What to produce: Among the records below, which lines contain the string "their"? Report them.

(Saved entries)

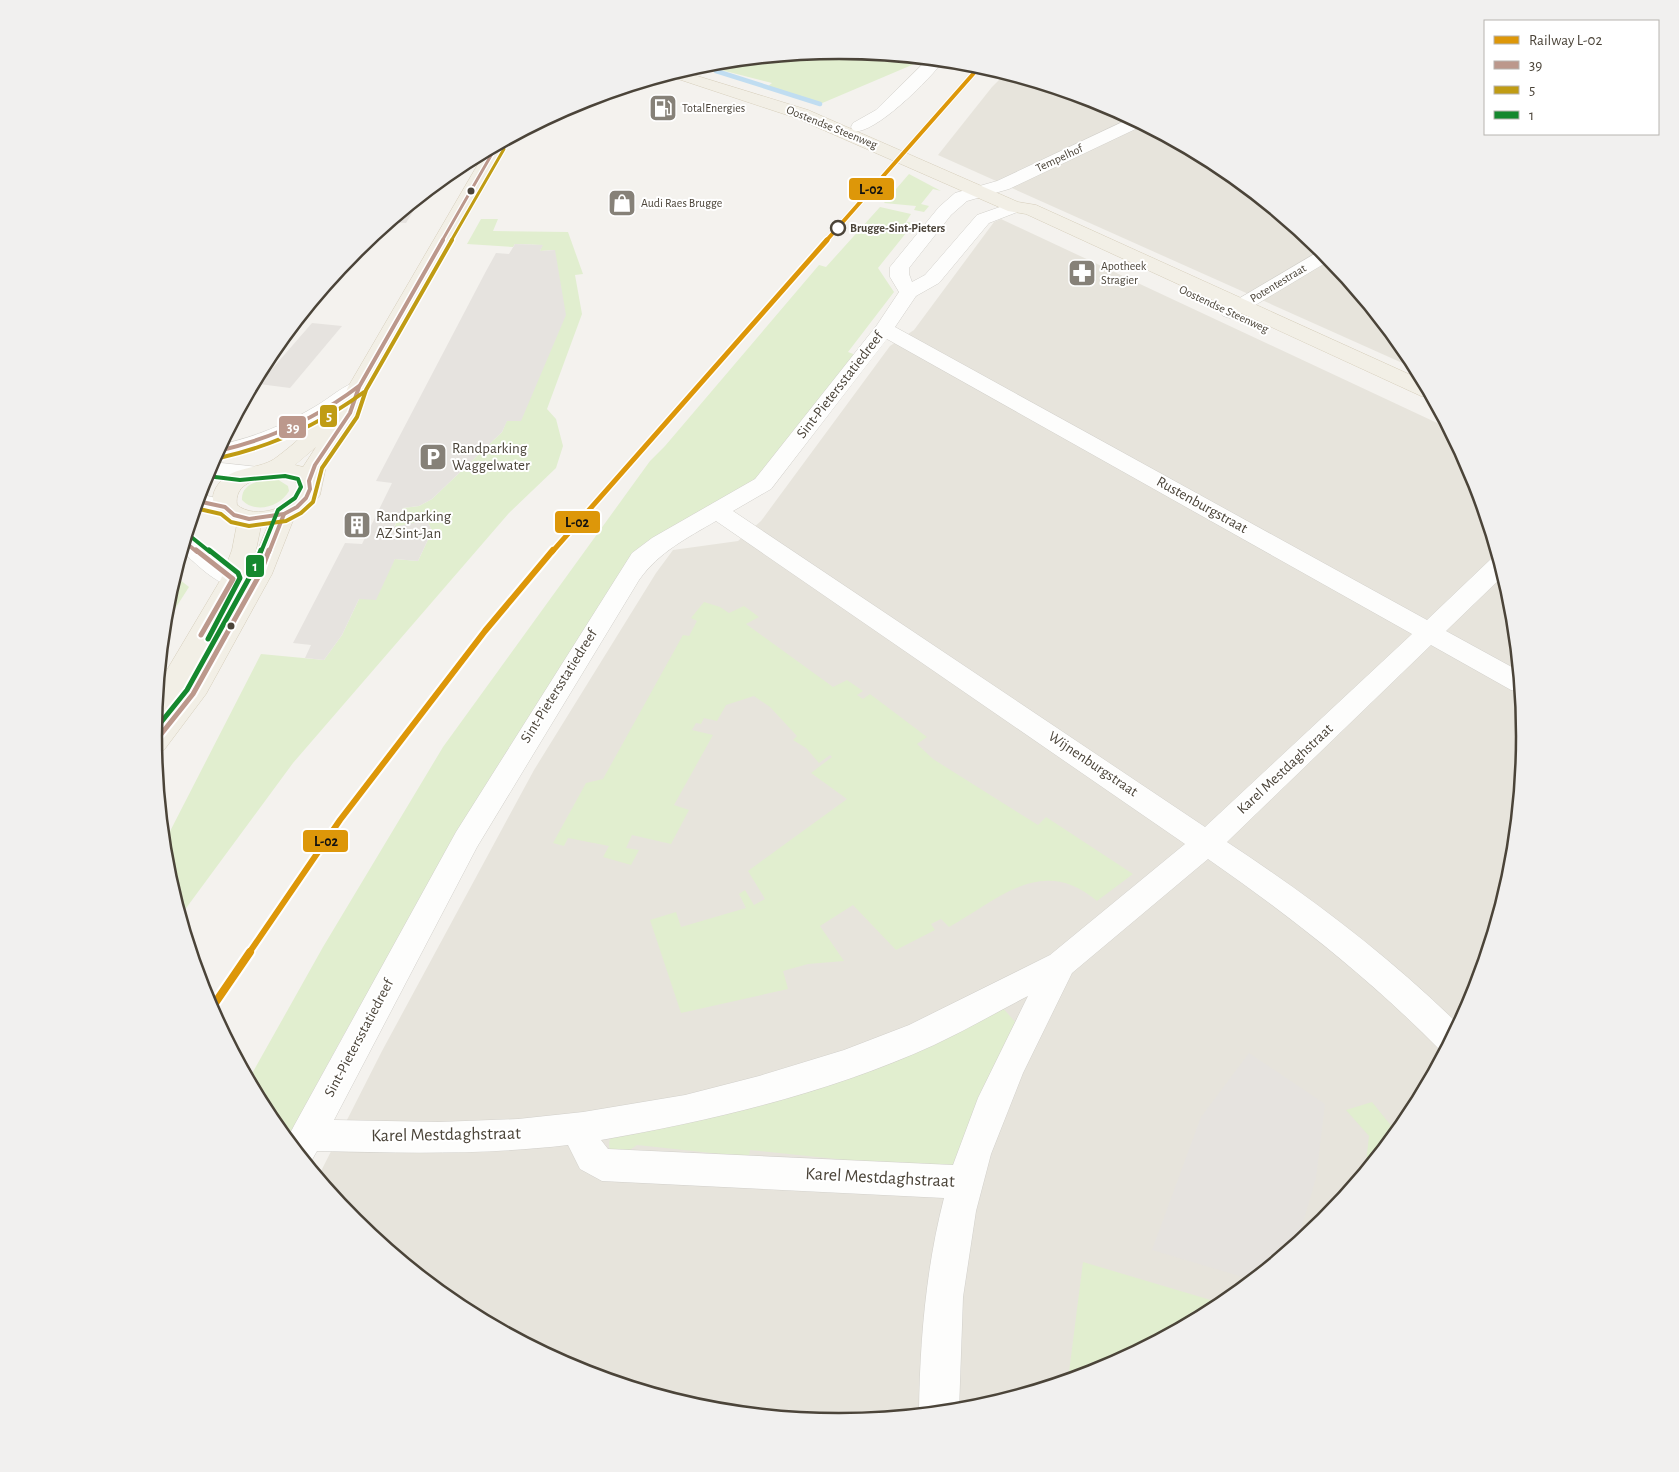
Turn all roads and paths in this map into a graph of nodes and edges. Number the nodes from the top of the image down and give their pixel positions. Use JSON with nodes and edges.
{"nodes":[{"id":1,"x":931,"y":65,"type":"edge"},
{"id":2,"x":685,"y":77,"type":"edge"},
{"id":3,"x":1130,"y":125,"type":"edge"},
{"id":4,"x":859,"y":127,"type":"dead end"},
{"id":5,"x":491,"y":155,"type":"edge"},
{"id":6,"x":979,"y":192,"type":"junction"},
{"id":7,"x":1014,"y":207,"type":"junction"},
{"id":8,"x":1319,"y":258,"type":"edge"},
{"id":9,"x":908,"y":292,"type":"junction"},
{"id":10,"x":1236,"y":308,"type":"junction"},
{"id":11,"x":884,"y":329,"type":"junction"},
{"id":12,"x":359,"y":387,"type":"junction"},
{"id":13,"x":1420,"y":387,"type":"edge"},
{"id":14,"x":1430,"y":404,"type":"edge"},
{"id":15,"x":226,"y":449,"type":"edge"},
{"id":16,"x":278,"y":468,"type":"junction"},
{"id":17,"x":218,"y":469,"type":"edge"},
{"id":18,"x":251,"y":472,"type":"junction"},
{"id":19,"x":309,"y":481,"type":"junction"},
{"id":20,"x":204,"y":502,"type":"edge"},
{"id":21,"x":225,"y":507,"type":"junction"},
{"id":22,"x":717,"y":512,"type":"junction"},
{"id":23,"x":284,"y":514,"type":"junction"},
{"id":24,"x":249,"y":519,"type":"junction"},
{"id":25,"x":190,"y":546,"type":"edge"},
{"id":26,"x":1496,"y":569,"type":"edge"},
{"id":27,"x":233,"y":579,"type":"junction"},
{"id":28,"x":1430,"y":631,"type":"junction"},
{"id":29,"x":1514,"y":679,"type":"edge"},
{"id":30,"x":163,"y":712,"type":"edge"},
{"id":31,"x":162,"y":732,"type":"edge"},
{"id":32,"x":1208,"y":842,"type":"junction"},
{"id":33,"x":1061,"y":964,"type":"junction"},
{"id":34,"x":1448,"y":1035,"type":"edge"},
{"id":35,"x":583,"y":1128,"type":"junction"},
{"id":36,"x":303,"y":1144,"type":"edge"},
{"id":37,"x":965,"y":1182,"type":"junction"},
{"id":38,"x":939,"y":1405,"type":"edge"}],
"edges":[{"from":1,"to":4,"type":"street"},
{"from":2,"to":6,"type":"main road","name":"Oostendse Steenweg"},
{"from":3,"to":6,"type":"street","name":"Tempelhof"},
{"from":5,"to":12,"type":"main road"},
{"from":6,"to":7,"type":"main road","name":"Oostendse Steenweg"},
{"from":6,"to":9,"type":"street"},
{"from":7,"to":9,"type":"street","name":"Sint-Pietersstatiedreef"},
{"from":7,"to":10,"type":"main road","name":"Oostendse Steenweg"},
{"from":8,"to":10,"type":"street","name":"Potentestraat"},
{"from":9,"to":11,"type":"street","name":"Sint-Pietersstatiedreef"},
{"from":10,"to":13,"type":"main road","name":"Oostendse Steenweg"},
{"from":10,"to":14,"type":"main road","name":"Oostendse Steenweg"},
{"from":11,"to":22,"type":"street","name":"Sint-Pietersstatiedreef"},
{"from":11,"to":28,"type":"street","name":"Rustenburgstraat"},
{"from":12,"to":15,"type":"street"},
{"from":12,"to":16,"type":"main road"},
{"from":12,"to":19,"type":"main road"},
{"from":16,"to":18,"type":"main road"},
{"from":16,"to":19,"type":"main road"},
{"from":17,"to":18,"type":"street"},
{"from":18,"to":21,"type":"main road"},
{"from":19,"to":23,"type":"main road"},
{"from":20,"to":21,"type":"street"},
{"from":21,"to":24,"type":"main road"},
{"from":22,"to":32,"type":"street","name":"Wijnenburgstraat"},
{"from":22,"to":36,"type":"street","name":"Sint-Pietersstatiedreef"},
{"from":23,"to":24,"type":"main road"},
{"from":23,"to":31,"type":"main road"},
{"from":24,"to":27,"type":"main road"},
{"from":25,"to":27,"type":"street"},
{"from":26,"to":28,"type":"street","name":"Karel Mestdaghstraat"},
{"from":27,"to":30,"type":"main road"},
{"from":28,"to":29,"type":"street","name":"Rustenburgstraat"},
{"from":28,"to":32,"type":"street","name":"Karel Mestdaghstraat"},
{"from":32,"to":33,"type":"street","name":"Karel Mestdaghstraat"},
{"from":32,"to":34,"type":"street","name":"Wijnenburgstraat"},
{"from":33,"to":35,"type":"street","name":"Karel Mestdaghstraat"},
{"from":33,"to":37,"type":"street","name":"Karel Mestdaghstraat"},
{"from":35,"to":36,"type":"street","name":"Karel Mestdaghstraat"},
{"from":35,"to":37,"type":"street","name":"Karel Mestdaghstraat"},
{"from":37,"to":38,"type":"street"}]}
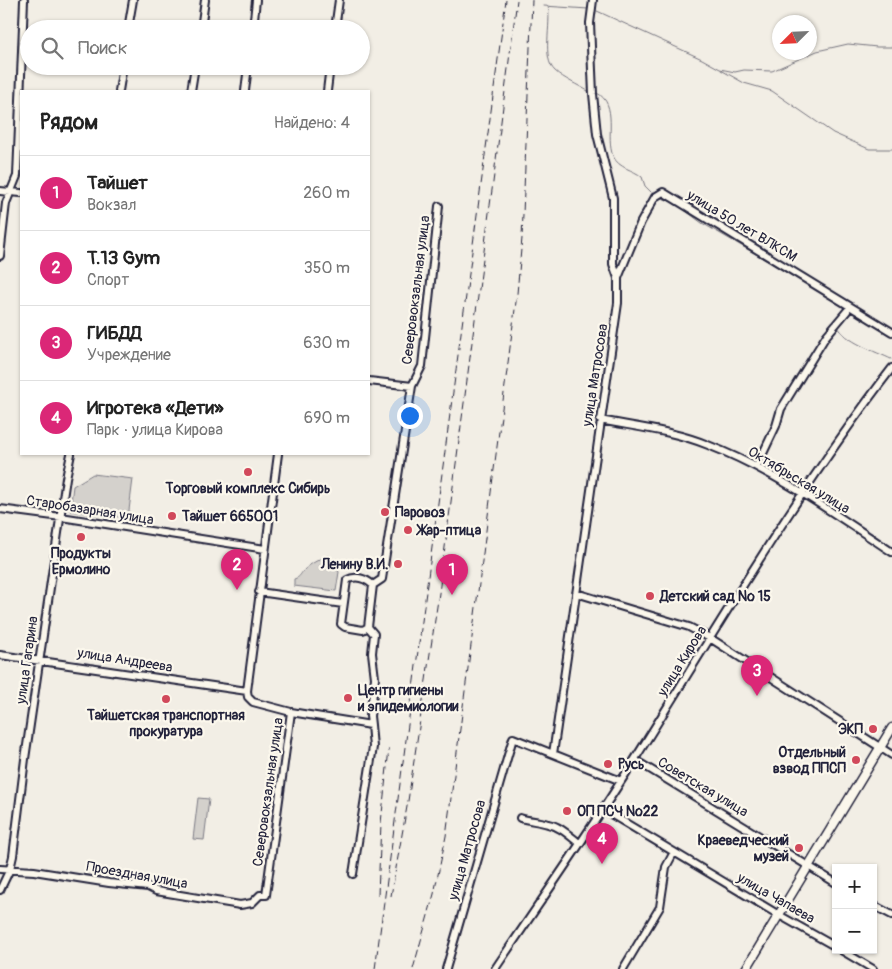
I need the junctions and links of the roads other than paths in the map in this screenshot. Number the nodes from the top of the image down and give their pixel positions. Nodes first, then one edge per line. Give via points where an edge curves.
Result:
1 (24, 0) edge
2 (133, 0) edge
3 (205, 0) edge
4 (256, 0) edge
5 (339, 0) edge
6 (593, 0) edge
7 (23, 20) edge
8 (130, 20) edge
9 (202, 20) edge
10 (254, 20) edge
11 (336, 20) edge
12 (21, 75) edge
13 (122, 75) edge
14 (194, 75) edge
15 (247, 75) edge
16 (329, 75) edge
17 (20, 90) edge
18 (119, 90) edge
19 (191, 90) edge
20 (245, 90) edge
21 (327, 90) edge
22 (20, 101) edge
23 (0, 191) edge
24 (10, 192) junction
25 (20, 193) edge
26 (439, 206) dead end
27 (0, 256) edge
28 (618, 278) junction
29 (847, 311) dead end
30 (892, 332) edge
31 (892, 368) edge
32 (370, 381) edge
33 (412, 386) junction
34 (600, 420) junction
35 (71, 455) edge
36 (278, 455) edge
37 (756, 466) junction
38 (803, 494) junction
39 (0, 509) edge
40 (61, 517) junction
41 (265, 549) junction
42 (892, 552) edge
43 (373, 585) junction
44 (259, 592) junction
45 (576, 593) junction
46 (343, 604) junction
47 (368, 626) junction
48 (710, 638) junction
49 (0, 655) edge
50 (39, 660) junction
51 (247, 691) junction
52 (291, 712) junction
53 (371, 725) junction
54 (892, 728) edge
55 (881, 748) junction
56 (553, 754) junction
57 (892, 755) edge
58 (635, 760) junction
59 (621, 781) junction
60 (604, 806) junction
61 (520, 818) dead end
62 (579, 843) junction
63 (674, 852) junction
64 (808, 867) junction
65 (0, 869) edge
66 (10, 870) junction
67 (353, 874) dead end
68 (832, 881) edge
69 (0, 890) edge
70 (266, 895) joint
71 (877, 907) edge
72 (779, 915) junction
73 (892, 916) edge
74 (832, 945) edge
75 (846, 954) edge
76 (862, 966) edge
77 (446, 969) edge
78 (495, 969) edge
79 (623, 969) edge
80 (746, 969) edge
81 (873, 969) edge

1 - 7 street
2 - 8 street
3 - 9 street
4 - 10 street
5 - 11 street
6 - 28 street, улица Матросова via 590,23 593,94 597,134 612,198 613,264
12 - 17 street
13 - 18 street
14 - 19 street
15 - 20 street
16 - 21 street
22 - 24 street via 17,176
23 - 24 street
24 - 25 street
24 - 27 street
26 - 33 street, Северовокзальная улица via 422,366
28 - 30 street, улица 50 лет ВЛКСМ via 641,222 655,198 663,192
28 - 34 street, улица Матросова via 618,303
29 - 37 street via 826,336 781,409
31 - 38 street, улица Кирова
32 - 33 street
33 - 43 street, Северовокзальная улица via 382,579
34 - 37 street, Октябрьская улица via 706,444
34 - 45 street, улица Матросова
35 - 40 street, улица Гагарина
36 - 41 street
37 - 38 street, Октябрьская улица
38 - 42 street, Октябрьская улица
38 - 48 street, улица Кирова
39 - 40 street, Старобазарная улица
40 - 41 street, Старобазарная улица
40 - 50 street, улица Гагарина
41 - 44 street
43 - 46 street via 367,580 347,580
43 - 47 street, Северовокзальная улица
44 - 46 street
44 - 51 street
45 - 48 street via 690,627
45 - 56 street, улица Матросова
46 - 47 street via 341,624 363,630
47 - 53 street, Северовокзальная улица via 374,634
48 - 55 street
48 - 58 street, улица Кирова
49 - 50 street, улица Андреева
50 - 51 street, улица Андреева
50 - 66 street, улица Гагарина
51 - 52 street via 253,702
52 - 53 street, Северовокзальная улица
52 - 70 street, Северовокзальная улица
53 - 67 street, Северовокзальная улица via 373,747
54 - 55 main road
55 - 57 street
55 - 64 main road
56 - 59 street
56 - 77 street, улица Матросова via 513,738
58 - 59 street, улица Кирова
58 - 64 street, Советская улица
59 - 60 street, улица Кирова
60 - 62 street, улица Кирова
60 - 63 street, улица Чапаева via 609,813
61 - 62 street via 549,824
62 - 78 street, улица Кирова
63 - 72 street, улица Чапаева
63 - 79 street via 666,866 660,907
64 - 68 street, Советская улица
64 - 72 main road
65 - 66 street, Проездная улица
66 - 69 street, улица Гагарина
66 - 70 street, Проездная улица via 148,887 240,905
71 - 73 street
72 - 74 street, улица Чапаева
72 - 80 main road
75 - 76 street
76 - 81 street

Result:
Turn all roads and paths in this map into a graph of nodes and edges. Number the nodes from the top of the image down and give their pixel positions. Use JSON with nodes and edges.
I need the junctions and links of the roads other than paths in the map in this screenshot. Number the nodes from the top of the image down and give their pixel positions. Nodes first, then one edge per line. Give via points where an edge curves.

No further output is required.